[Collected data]
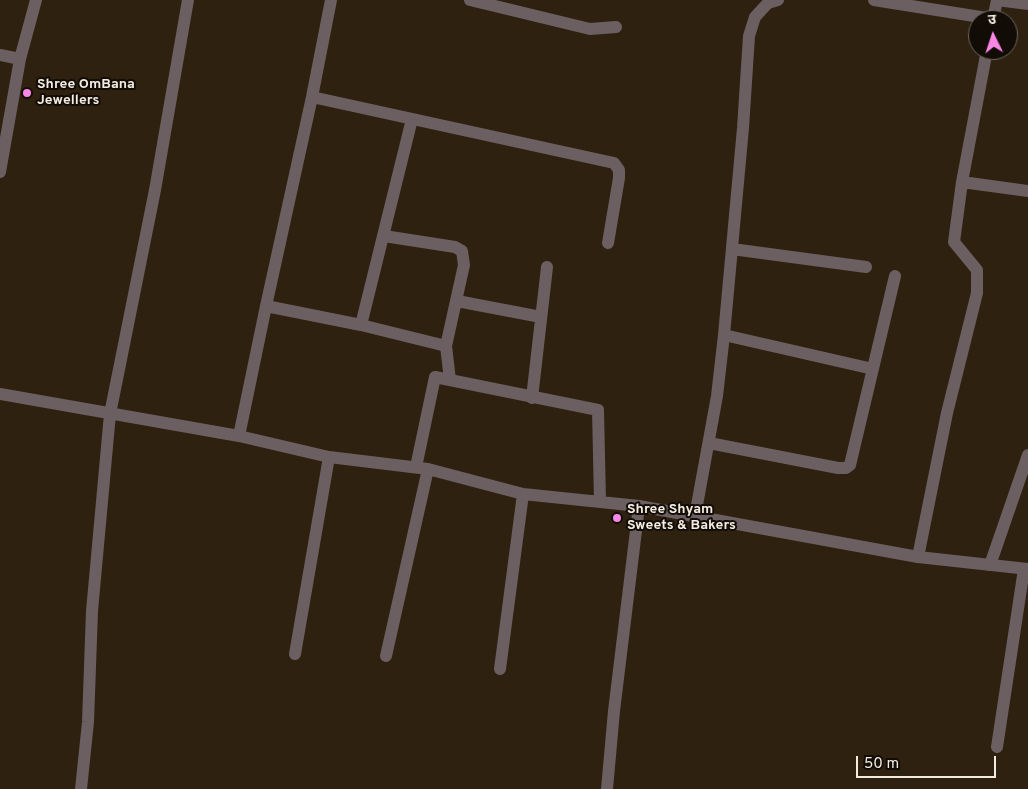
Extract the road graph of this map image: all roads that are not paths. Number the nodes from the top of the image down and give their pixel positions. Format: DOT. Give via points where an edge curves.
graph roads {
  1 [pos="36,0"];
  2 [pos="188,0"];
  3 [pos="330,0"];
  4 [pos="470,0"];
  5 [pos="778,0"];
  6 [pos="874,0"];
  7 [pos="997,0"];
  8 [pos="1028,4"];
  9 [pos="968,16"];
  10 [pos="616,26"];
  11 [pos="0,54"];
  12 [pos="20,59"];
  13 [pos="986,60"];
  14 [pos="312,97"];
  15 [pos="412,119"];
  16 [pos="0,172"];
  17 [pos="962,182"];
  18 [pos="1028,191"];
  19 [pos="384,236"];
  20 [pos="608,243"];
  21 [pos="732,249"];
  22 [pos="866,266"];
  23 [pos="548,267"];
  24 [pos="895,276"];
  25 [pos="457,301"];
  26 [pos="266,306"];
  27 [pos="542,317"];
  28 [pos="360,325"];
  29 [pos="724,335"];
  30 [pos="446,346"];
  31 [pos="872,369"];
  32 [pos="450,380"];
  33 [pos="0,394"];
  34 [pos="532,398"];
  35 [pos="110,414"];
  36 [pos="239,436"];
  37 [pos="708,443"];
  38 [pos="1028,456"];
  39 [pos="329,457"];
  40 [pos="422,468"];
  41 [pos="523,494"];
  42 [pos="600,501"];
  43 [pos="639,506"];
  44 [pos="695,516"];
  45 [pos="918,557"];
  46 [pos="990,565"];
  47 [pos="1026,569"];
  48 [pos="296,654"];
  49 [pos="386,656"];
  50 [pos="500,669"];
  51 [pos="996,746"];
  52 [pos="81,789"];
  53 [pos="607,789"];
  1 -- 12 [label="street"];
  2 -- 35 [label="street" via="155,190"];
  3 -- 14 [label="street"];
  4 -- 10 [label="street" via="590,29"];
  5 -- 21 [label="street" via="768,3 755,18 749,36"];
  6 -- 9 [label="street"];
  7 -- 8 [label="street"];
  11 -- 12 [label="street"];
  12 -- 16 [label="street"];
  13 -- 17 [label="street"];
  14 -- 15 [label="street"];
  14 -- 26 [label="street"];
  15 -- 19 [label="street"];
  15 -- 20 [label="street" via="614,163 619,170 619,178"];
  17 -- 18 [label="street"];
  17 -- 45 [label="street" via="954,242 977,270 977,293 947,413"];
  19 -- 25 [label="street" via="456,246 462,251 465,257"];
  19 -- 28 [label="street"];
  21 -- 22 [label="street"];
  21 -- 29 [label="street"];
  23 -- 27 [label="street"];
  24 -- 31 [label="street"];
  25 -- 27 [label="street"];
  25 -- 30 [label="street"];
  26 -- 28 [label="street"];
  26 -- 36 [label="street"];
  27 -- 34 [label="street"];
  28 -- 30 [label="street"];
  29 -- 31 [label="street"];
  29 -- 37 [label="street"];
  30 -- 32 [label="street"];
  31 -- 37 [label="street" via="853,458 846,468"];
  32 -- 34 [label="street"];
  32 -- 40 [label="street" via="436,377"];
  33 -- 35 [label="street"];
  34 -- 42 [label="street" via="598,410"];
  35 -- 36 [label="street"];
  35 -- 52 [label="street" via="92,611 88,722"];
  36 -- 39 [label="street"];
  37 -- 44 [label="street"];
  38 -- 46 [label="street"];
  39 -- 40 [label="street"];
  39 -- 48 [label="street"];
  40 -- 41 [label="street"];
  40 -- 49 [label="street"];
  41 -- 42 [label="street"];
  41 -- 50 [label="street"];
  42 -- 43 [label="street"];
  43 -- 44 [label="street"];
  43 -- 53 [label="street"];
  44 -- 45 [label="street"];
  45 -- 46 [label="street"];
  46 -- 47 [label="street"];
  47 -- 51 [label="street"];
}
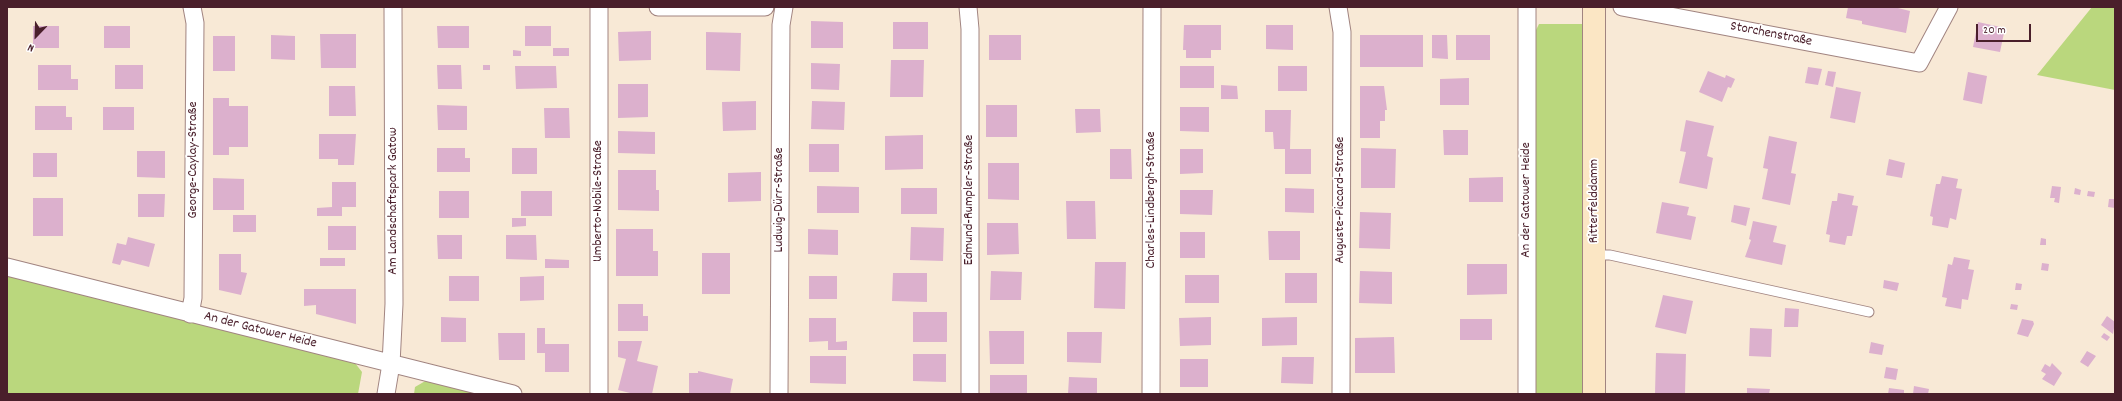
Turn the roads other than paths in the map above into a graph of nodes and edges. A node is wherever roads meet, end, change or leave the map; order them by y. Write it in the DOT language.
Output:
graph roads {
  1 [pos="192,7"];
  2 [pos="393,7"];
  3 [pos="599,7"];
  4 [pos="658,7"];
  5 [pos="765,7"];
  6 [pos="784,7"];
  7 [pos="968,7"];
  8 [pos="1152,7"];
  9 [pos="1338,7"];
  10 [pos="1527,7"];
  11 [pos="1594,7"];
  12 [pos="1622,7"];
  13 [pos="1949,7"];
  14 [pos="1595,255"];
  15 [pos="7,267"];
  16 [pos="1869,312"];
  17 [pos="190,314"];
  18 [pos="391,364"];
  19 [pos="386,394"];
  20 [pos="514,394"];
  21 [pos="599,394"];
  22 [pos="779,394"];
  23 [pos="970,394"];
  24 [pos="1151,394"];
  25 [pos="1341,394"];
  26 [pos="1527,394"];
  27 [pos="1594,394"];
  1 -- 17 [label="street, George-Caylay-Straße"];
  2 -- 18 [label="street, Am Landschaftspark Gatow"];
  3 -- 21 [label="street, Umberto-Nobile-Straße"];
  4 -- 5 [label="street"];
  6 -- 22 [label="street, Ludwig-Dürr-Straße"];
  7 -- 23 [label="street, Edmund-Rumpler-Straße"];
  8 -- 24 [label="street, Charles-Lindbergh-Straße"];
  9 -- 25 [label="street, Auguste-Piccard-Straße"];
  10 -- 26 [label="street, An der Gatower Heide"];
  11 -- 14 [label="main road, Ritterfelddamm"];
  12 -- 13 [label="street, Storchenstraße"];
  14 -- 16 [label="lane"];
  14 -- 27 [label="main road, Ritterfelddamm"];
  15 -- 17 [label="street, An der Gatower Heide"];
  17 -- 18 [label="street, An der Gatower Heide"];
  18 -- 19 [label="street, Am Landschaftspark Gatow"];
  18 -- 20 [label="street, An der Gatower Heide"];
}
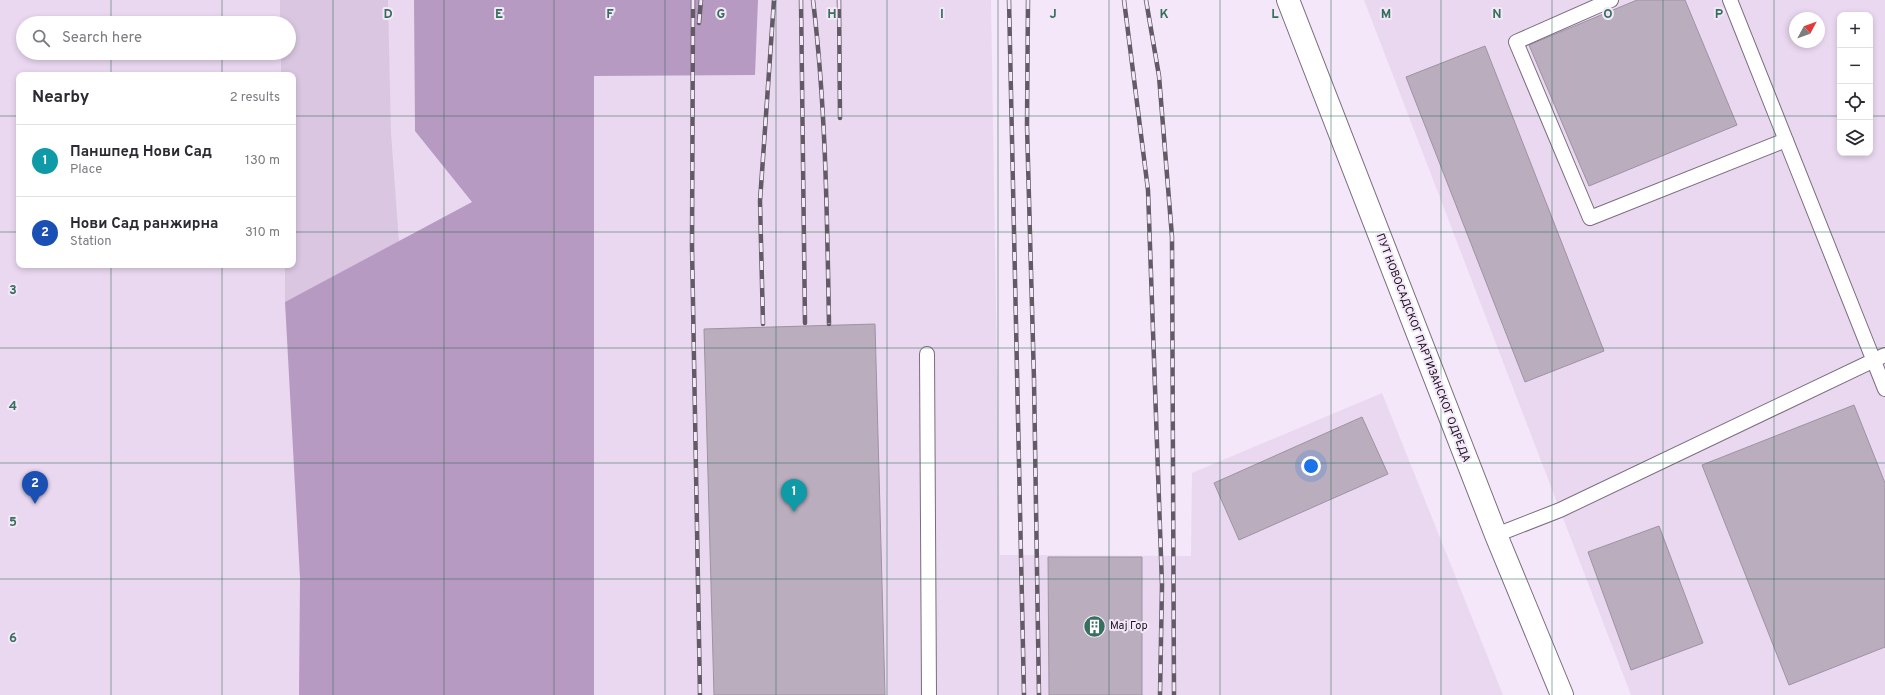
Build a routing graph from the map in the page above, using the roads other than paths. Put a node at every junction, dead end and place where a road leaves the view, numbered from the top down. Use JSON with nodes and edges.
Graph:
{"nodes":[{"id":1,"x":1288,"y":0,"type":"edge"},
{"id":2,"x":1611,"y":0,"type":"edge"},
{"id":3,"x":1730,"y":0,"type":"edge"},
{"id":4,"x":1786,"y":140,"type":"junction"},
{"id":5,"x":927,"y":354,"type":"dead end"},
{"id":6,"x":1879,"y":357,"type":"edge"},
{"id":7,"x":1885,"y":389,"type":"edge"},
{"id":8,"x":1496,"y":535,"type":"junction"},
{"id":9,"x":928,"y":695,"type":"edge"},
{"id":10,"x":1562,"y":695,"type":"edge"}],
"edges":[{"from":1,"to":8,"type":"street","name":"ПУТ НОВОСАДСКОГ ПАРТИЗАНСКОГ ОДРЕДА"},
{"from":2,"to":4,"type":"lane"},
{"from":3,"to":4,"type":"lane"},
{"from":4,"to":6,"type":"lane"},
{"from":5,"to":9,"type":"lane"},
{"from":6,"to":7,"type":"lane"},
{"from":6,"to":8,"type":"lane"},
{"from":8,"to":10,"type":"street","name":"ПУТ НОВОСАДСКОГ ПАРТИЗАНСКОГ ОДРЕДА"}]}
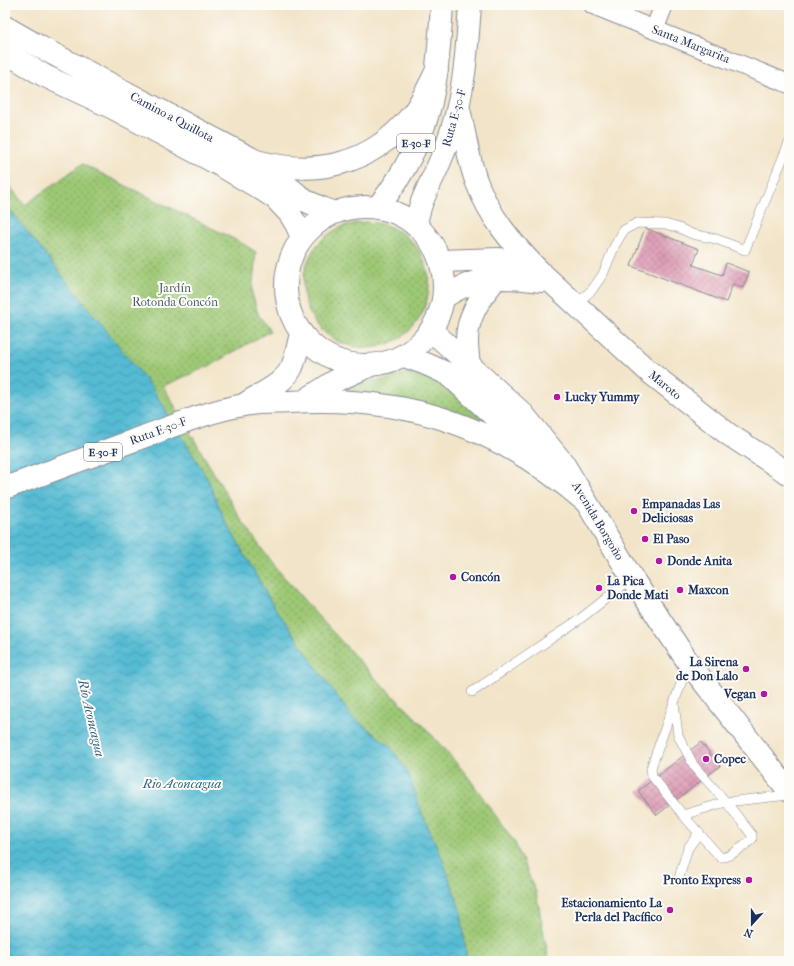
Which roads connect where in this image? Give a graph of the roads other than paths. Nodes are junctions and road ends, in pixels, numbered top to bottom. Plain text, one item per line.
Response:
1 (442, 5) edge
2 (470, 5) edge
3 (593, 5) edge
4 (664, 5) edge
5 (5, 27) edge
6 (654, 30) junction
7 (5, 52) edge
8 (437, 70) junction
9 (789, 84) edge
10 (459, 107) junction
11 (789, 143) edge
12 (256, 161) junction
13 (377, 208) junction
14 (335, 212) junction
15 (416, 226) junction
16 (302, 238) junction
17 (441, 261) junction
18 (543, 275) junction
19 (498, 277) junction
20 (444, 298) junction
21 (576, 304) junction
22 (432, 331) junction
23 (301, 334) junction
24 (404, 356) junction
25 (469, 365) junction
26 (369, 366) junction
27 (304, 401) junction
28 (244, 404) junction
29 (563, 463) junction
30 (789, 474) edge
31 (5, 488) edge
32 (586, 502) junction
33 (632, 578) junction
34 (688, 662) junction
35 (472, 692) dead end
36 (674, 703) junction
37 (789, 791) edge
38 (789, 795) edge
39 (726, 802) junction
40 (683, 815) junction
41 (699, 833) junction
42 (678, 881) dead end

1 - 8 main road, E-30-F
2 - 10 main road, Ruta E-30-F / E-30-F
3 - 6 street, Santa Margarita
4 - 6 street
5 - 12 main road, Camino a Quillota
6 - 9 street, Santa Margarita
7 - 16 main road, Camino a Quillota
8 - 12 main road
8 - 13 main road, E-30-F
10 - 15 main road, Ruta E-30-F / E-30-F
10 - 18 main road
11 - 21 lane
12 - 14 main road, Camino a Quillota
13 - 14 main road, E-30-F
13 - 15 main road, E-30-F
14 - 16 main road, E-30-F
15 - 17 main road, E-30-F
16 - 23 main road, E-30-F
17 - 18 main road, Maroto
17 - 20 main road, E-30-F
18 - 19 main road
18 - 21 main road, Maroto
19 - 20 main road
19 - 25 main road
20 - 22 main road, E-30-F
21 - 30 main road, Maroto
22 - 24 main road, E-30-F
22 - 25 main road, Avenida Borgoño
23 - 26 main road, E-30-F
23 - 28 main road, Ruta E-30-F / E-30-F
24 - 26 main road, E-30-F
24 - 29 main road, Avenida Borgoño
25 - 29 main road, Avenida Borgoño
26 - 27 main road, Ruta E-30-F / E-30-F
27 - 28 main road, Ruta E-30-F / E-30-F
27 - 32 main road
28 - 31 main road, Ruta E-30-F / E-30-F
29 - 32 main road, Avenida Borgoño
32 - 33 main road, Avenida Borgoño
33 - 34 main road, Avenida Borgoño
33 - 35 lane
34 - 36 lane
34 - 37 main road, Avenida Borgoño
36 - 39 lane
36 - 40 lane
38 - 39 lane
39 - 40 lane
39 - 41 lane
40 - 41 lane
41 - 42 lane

What to produce
From the records above, copy each line that contains the word "Avenida".

Solution for this task
22 - 25 main road, Avenida Borgoño
24 - 29 main road, Avenida Borgoño
25 - 29 main road, Avenida Borgoño
29 - 32 main road, Avenida Borgoño
32 - 33 main road, Avenida Borgoño
33 - 34 main road, Avenida Borgoño
34 - 37 main road, Avenida Borgoño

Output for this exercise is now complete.